Este conjunto de datos son un gran nubarrón que ensombrece nuestra economía y que Rajoy no puede achacar al independentismo. Lo grave, es que estos datos ni siquiera figuran en su relato. Pretender que Cataluña es nuestra fuente de dificultades económicas es tomarnos el pelo, y los medios que amplifican este discurso y ocultan estos datos cultivan la misma posverdad ―la pérdida general de esperanza en consensuar datos relevantes― ante la que luego ellos mismos se horrorizan.

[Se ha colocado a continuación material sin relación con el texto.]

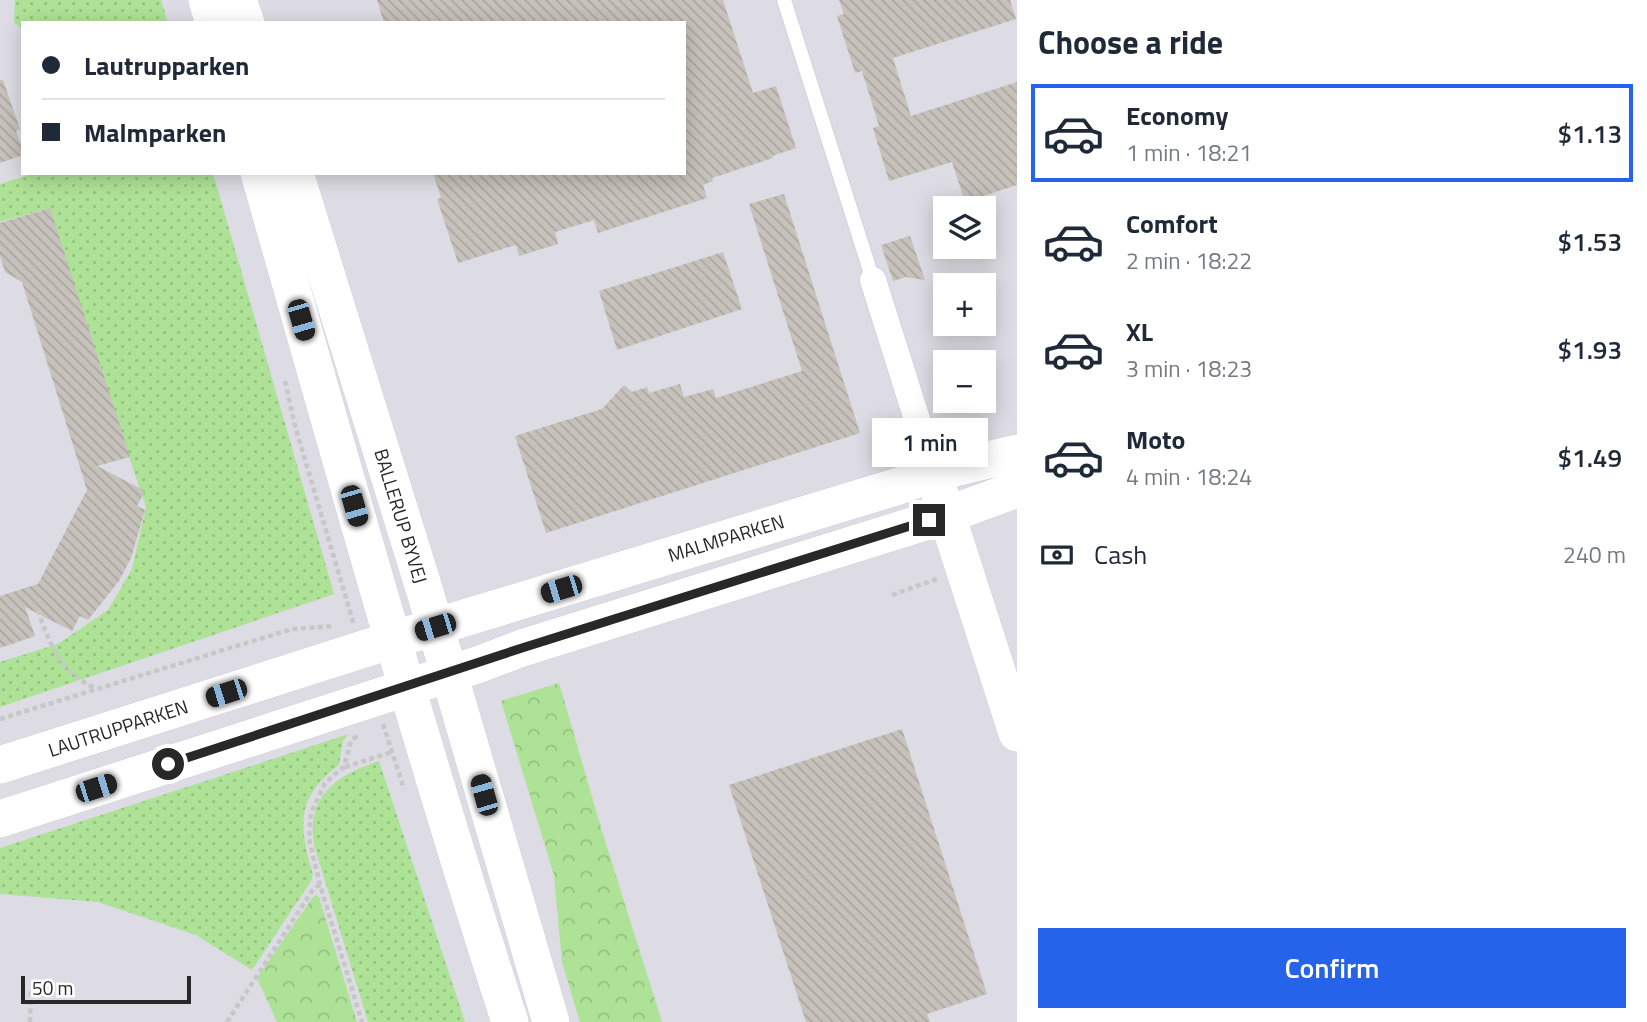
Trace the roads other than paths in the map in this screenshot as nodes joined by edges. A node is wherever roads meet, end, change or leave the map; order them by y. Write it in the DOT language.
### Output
graph roads {
  1 [pos="207,0"];
  2 [pos="239,0"];
  3 [pos="784,0"];
  4 [pos="213,21"];
  5 [pos="245,21"];
  6 [pos="260,175"];
  7 [pos="296,175"];
  8 [pos="873,280"];
  9 [pos="1017,453"];
  10 [pos="934,473"];
  11 [pos="1017,489"];
  12 [pos="947,515"];
  13 [pos="435,627"];
  14 [pos="392,640"];
  15 [pos="447,674"];
  16 [pos="405,687"];
  17 [pos="1017,733"];
  18 [pos="0,765"];
  19 [pos="0,819"];
  20 [pos="510,1022"];
  21 [pos="551,1022"];
  1 -- 4 [label="street"];
  2 -- 5 [label="street"];
  3 -- 8 [label="lane"];
  6 -- 14 [label="street"];
  7 -- 13 [label="street, BALLERUP BYVEJ"];
  8 -- 10 [label="street"];
  9 -- 10 [label="street, MALMPARKEN"];
  10 -- 12 [label="street"];
  10 -- 13 [label="street, MALMPARKEN"];
  11 -- 12 [label="street"];
  12 -- 15 [label="street"];
  12 -- 17 [label="street"];
  13 -- 14 [label="street, LAUTRUPPARKEN"];
  13 -- 15 [label="street, BALLERUP BYVEJ"];
  14 -- 16 [label="street"];
  14 -- 18 [label="street, LAUTRUPPARKEN"];
  15 -- 16 [label="street"];
  15 -- 21 [label="street, BALLERUP BYVEJ"];
  16 -- 19 [label="street"];
  16 -- 20 [label="street"];
}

Termino con la última sombra. En 2017, la Fundación Foessa denuncia que siete de cada diez hogares no han notado ningún final de la crisis, y sólo uno afirma haber mejorado un poco su situación. Pero su informe arroja otro dato más preocupante sobre nuestra desesperanza: el 75% de los encuestados cree que votar no servirá para cambiar la situación, y el 61% que movilizándose tampoco conseguirá nada. “Hemos bajado los brazos, nos hemos acostumbrado a convivir con la pobreza”, afirmó el secretario de Cáritas al presentar el estudio. Este dato es el que permite a Rajoy sostener su relato: cree tener derrotada no sólo a su oposición política, sino también la moral de un pueblo. Y esa es la tarea fundamental de la oposición: devolver la autoestima a este país que asombró al mundo con su 15M, y hacerlo en un clima ideológico e informativo fragmentado en burbujas y empantanado de verdades contrapuestas.
De nada le servirá a la izquierda recitar sus “hechos alternativos” desde fuera del sentido común mayoritario. Da igual que sean o no verdad, da igual que el sentido común sea contradictorio e inasible (siempre lo es). Ha de empaparse de él, disputar sus símbolos compartidos y movilizar sus sentidos sanos para llevarlo hacia nuevos horizontes, o bien resignarse a su vieja costumbre de enfadarse con el electorado porque vive alienado y vota mal. Le guste a la izquierda o no, sus datos no valdrán de nada si no los articula en un relato común con su pueblo, ese al que a menudo desprecia políticamente, del que trata de distinguirse estéticamente, el mismo que le está dando la espalda.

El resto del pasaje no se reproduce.